[How to complete this task]:
What lines in the records include the string "Путевая"? Return each one.
==== Exercise materials ====
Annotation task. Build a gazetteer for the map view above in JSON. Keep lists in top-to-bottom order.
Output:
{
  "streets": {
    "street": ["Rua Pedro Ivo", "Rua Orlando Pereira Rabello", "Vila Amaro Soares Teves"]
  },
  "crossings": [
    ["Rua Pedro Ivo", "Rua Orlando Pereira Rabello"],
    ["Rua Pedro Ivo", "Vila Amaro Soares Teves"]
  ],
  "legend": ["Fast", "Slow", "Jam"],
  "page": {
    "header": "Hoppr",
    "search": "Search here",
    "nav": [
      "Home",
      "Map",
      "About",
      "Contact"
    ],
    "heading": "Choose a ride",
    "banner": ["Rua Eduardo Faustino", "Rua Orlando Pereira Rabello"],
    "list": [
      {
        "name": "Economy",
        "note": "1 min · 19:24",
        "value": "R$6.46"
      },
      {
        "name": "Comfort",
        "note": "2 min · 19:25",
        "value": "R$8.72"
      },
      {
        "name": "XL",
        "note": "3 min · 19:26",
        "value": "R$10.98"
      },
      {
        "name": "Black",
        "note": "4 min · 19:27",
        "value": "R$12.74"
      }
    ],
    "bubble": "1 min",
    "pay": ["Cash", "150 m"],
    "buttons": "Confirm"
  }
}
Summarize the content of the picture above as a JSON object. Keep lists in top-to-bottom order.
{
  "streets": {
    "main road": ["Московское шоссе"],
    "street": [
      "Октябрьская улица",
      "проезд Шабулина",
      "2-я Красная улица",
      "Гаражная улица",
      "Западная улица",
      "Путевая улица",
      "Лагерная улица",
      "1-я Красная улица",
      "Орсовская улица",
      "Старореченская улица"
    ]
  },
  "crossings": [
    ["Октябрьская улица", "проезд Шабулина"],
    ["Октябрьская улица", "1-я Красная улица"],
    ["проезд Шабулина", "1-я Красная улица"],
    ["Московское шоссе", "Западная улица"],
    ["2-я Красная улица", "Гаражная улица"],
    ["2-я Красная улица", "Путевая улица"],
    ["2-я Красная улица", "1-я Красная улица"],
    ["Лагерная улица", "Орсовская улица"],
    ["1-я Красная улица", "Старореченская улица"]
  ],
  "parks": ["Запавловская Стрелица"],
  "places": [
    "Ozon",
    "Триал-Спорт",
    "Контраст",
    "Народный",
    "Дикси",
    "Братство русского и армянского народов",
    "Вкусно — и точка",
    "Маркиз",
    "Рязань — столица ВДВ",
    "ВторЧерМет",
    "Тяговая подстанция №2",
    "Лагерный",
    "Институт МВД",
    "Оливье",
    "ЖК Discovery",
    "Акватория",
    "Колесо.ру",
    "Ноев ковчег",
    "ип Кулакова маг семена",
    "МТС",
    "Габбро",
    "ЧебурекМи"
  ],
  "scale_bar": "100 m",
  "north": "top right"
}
====
[Task answer]:
      "Путевая улица",
    ["2-я Красная улица", "Путевая улица"],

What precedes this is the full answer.